▶ **PROBLEM DESCRIPTION**:
Repeat every entry exactly. Pictures stay out.

▶ **DATASET CONTENT**:
────────

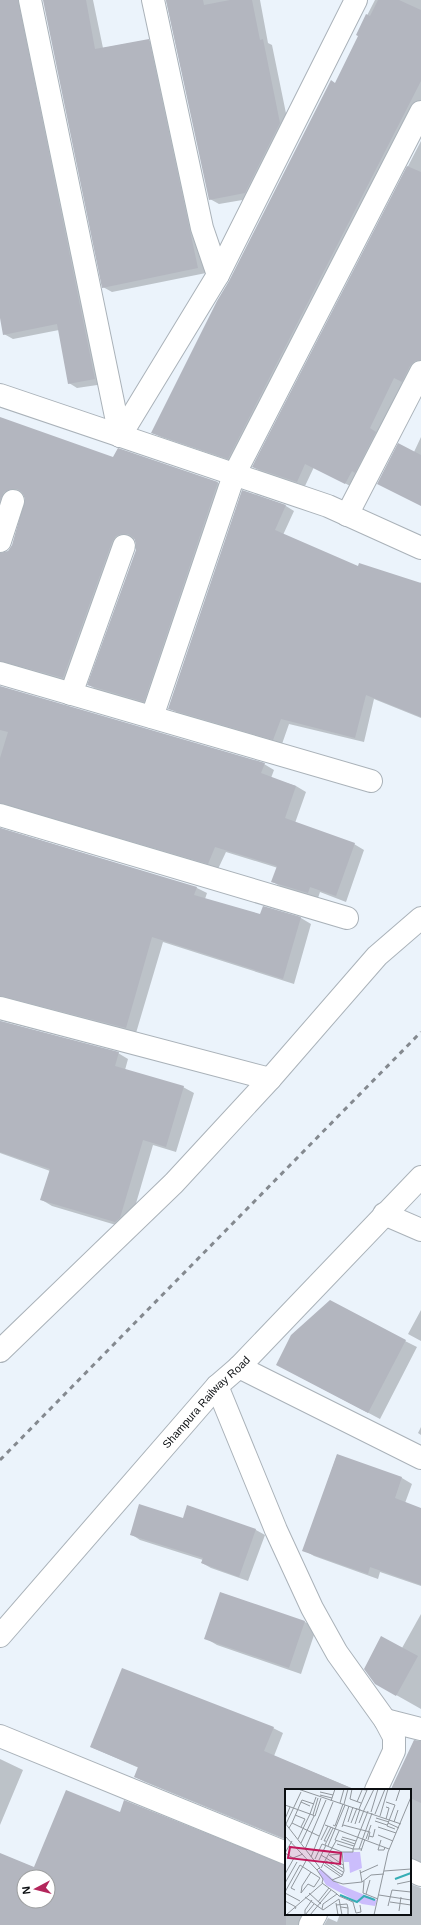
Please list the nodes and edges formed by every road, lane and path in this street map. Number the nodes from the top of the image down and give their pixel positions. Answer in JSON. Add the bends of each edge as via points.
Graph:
{"nodes":[{"id":1,"x":30,"y":0,"type":"edge"},
{"id":2,"x":153,"y":0,"type":"edge"},
{"id":3,"x":356,"y":0,"type":"edge"},
{"id":4,"x":421,"y":112,"type":"edge"},
{"id":5,"x":218,"y":275,"type":"junction"},
{"id":6,"x":421,"y":372,"type":"edge"},
{"id":7,"x":0,"y":395,"type":"edge"},
{"id":8,"x":120,"y":436,"type":"junction"},
{"id":9,"x":234,"y":474,"type":"junction"},
{"id":10,"x":13,"y":501,"type":"dead end"},
{"id":11,"x":347,"y":515,"type":"junction"},
{"id":12,"x":0,"y":541,"type":"edge"},
{"id":13,"x":124,"y":546,"type":"dead end"},
{"id":14,"x":421,"y":548,"type":"edge"},
{"id":15,"x":0,"y":673,"type":"edge"},
{"id":16,"x":71,"y":694,"type":"junction"},
{"id":17,"x":152,"y":717,"type":"junction"},
{"id":18,"x":371,"y":781,"type":"dead end"},
{"id":19,"x":0,"y":815,"type":"edge"},
{"id":20,"x":347,"y":918,"type":"dead end"},
{"id":21,"x":421,"y":918,"type":"edge"},
{"id":22,"x":0,"y":1008,"type":"edge"},
{"id":23,"x":270,"y":1079,"type":"junction"},
{"id":24,"x":421,"y":1177,"type":"edge"},
{"id":25,"x":384,"y":1214,"type":"junction"},
{"id":26,"x":421,"y":1230,"type":"edge"},
{"id":27,"x":0,"y":1351,"type":"edge"},
{"id":28,"x":239,"y":1367,"type":"junction"},
{"id":29,"x":217,"y":1386,"type":"junction"},
{"id":30,"x":421,"y":1458,"type":"edge"},
{"id":31,"x":0,"y":1636,"type":"edge"},
{"id":32,"x":385,"y":1720,"type":"junction"},
{"id":33,"x":421,"y":1729,"type":"edge"},
{"id":34,"x":0,"y":1736,"type":"edge"},
{"id":35,"x":376,"y":1789,"type":"edge"},
{"id":36,"x":285,"y":1852,"type":"edge"},
{"id":37,"x":411,"y":1870,"type":"edge"},
{"id":38,"x":421,"y":1875,"type":"edge"},
{"id":39,"x":315,"y":1915,"type":"edge"},
{"id":40,"x":310,"y":1925,"type":"edge"}],
"edges":[{"from":1,"to":8,"type":"street"},
{"from":2,"to":5,"type":"street","via":[[202,228]]},
{"from":3,"to":5,"type":"street"},
{"from":4,"to":9,"type":"street"},
{"from":5,"to":8,"type":"street"},
{"from":6,"to":11,"type":"street"},
{"from":7,"to":8,"type":"street"},
{"from":8,"to":9,"type":"street"},
{"from":9,"to":11,"type":"street"},
{"from":9,"to":17,"type":"street"},
{"from":10,"to":12,"type":"street"},
{"from":11,"to":14,"type":"street"},
{"from":13,"to":16,"type":"street"},
{"from":15,"to":16,"type":"street"},
{"from":16,"to":17,"type":"street"},
{"from":17,"to":18,"type":"street"},
{"from":19,"to":20,"type":"street"},
{"from":21,"to":23,"type":"street","via":[[377,956]]},
{"from":22,"to":23,"type":"street"},
{"from":23,"to":27,"type":"street","via":[[174,1183]]},
{"from":24,"to":25,"type":"street","name":"Shampura Railway Road"},
{"from":25,"to":26,"type":"street"},
{"from":25,"to":28,"type":"street","name":"Shampura Railway Road"},
{"from":28,"to":29,"type":"street","name":"Shampura Railway Road"},
{"from":28,"to":30,"type":"street"},
{"from":29,"to":31,"type":"street","name":"Shampura Railway Road"},
{"from":29,"to":32,"type":"street","via":[[276,1530],[312,1608],[337,1653]]},
{"from":32,"to":33,"type":"street"},
{"from":32,"to":35,"type":"street","via":[[394,1737],[394,1751]]},
{"from":34,"to":36,"type":"street"},
{"from":37,"to":38,"type":"street"},
{"from":39,"to":40,"type":"street"}]}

────────

▶ **RESPONSE BOX**:
Please list the nodes and edges formed by every road, lane and path in this street map. Number the nodes from the top of the image down and give their pixel positions. Answer in JSON. Add the bends of each edge as via points.
Graph:
{"nodes":[{"id":1,"x":30,"y":0,"type":"edge"},
{"id":2,"x":153,"y":0,"type":"edge"},
{"id":3,"x":356,"y":0,"type":"edge"},
{"id":4,"x":421,"y":112,"type":"edge"},
{"id":5,"x":218,"y":275,"type":"junction"},
{"id":6,"x":421,"y":372,"type":"edge"},
{"id":7,"x":0,"y":395,"type":"edge"},
{"id":8,"x":120,"y":436,"type":"junction"},
{"id":9,"x":234,"y":474,"type":"junction"},
{"id":10,"x":13,"y":501,"type":"dead end"},
{"id":11,"x":347,"y":515,"type":"junction"},
{"id":12,"x":0,"y":541,"type":"edge"},
{"id":13,"x":124,"y":546,"type":"dead end"},
{"id":14,"x":421,"y":548,"type":"edge"},
{"id":15,"x":0,"y":673,"type":"edge"},
{"id":16,"x":71,"y":694,"type":"junction"},
{"id":17,"x":152,"y":717,"type":"junction"},
{"id":18,"x":371,"y":781,"type":"dead end"},
{"id":19,"x":0,"y":815,"type":"edge"},
{"id":20,"x":347,"y":918,"type":"dead end"},
{"id":21,"x":421,"y":918,"type":"edge"},
{"id":22,"x":0,"y":1008,"type":"edge"},
{"id":23,"x":270,"y":1079,"type":"junction"},
{"id":24,"x":421,"y":1177,"type":"edge"},
{"id":25,"x":384,"y":1214,"type":"junction"},
{"id":26,"x":421,"y":1230,"type":"edge"},
{"id":27,"x":0,"y":1351,"type":"edge"},
{"id":28,"x":239,"y":1367,"type":"junction"},
{"id":29,"x":217,"y":1386,"type":"junction"},
{"id":30,"x":421,"y":1458,"type":"edge"},
{"id":31,"x":0,"y":1636,"type":"edge"},
{"id":32,"x":385,"y":1720,"type":"junction"},
{"id":33,"x":421,"y":1729,"type":"edge"},
{"id":34,"x":0,"y":1736,"type":"edge"},
{"id":35,"x":376,"y":1789,"type":"edge"},
{"id":36,"x":285,"y":1852,"type":"edge"},
{"id":37,"x":411,"y":1870,"type":"edge"},
{"id":38,"x":421,"y":1875,"type":"edge"},
{"id":39,"x":315,"y":1915,"type":"edge"},
{"id":40,"x":310,"y":1925,"type":"edge"}],
"edges":[{"from":1,"to":8,"type":"street"},
{"from":2,"to":5,"type":"street","via":[[202,228]]},
{"from":3,"to":5,"type":"street"},
{"from":4,"to":9,"type":"street"},
{"from":5,"to":8,"type":"street"},
{"from":6,"to":11,"type":"street"},
{"from":7,"to":8,"type":"street"},
{"from":8,"to":9,"type":"street"},
{"from":9,"to":11,"type":"street"},
{"from":9,"to":17,"type":"street"},
{"from":10,"to":12,"type":"street"},
{"from":11,"to":14,"type":"street"},
{"from":13,"to":16,"type":"street"},
{"from":15,"to":16,"type":"street"},
{"from":16,"to":17,"type":"street"},
{"from":17,"to":18,"type":"street"},
{"from":19,"to":20,"type":"street"},
{"from":21,"to":23,"type":"street","via":[[377,956]]},
{"from":22,"to":23,"type":"street"},
{"from":23,"to":27,"type":"street","via":[[174,1183]]},
{"from":24,"to":25,"type":"street","name":"Shampura Railway Road"},
{"from":25,"to":26,"type":"street"},
{"from":25,"to":28,"type":"street","name":"Shampura Railway Road"},
{"from":28,"to":29,"type":"street","name":"Shampura Railway Road"},
{"from":28,"to":30,"type":"street"},
{"from":29,"to":31,"type":"street","name":"Shampura Railway Road"},
{"from":29,"to":32,"type":"street","via":[[276,1530],[312,1608],[337,1653]]},
{"from":32,"to":33,"type":"street"},
{"from":32,"to":35,"type":"street","via":[[394,1737],[394,1751]]},
{"from":34,"to":36,"type":"street"},
{"from":37,"to":38,"type":"street"},
{"from":39,"to":40,"type":"street"}]}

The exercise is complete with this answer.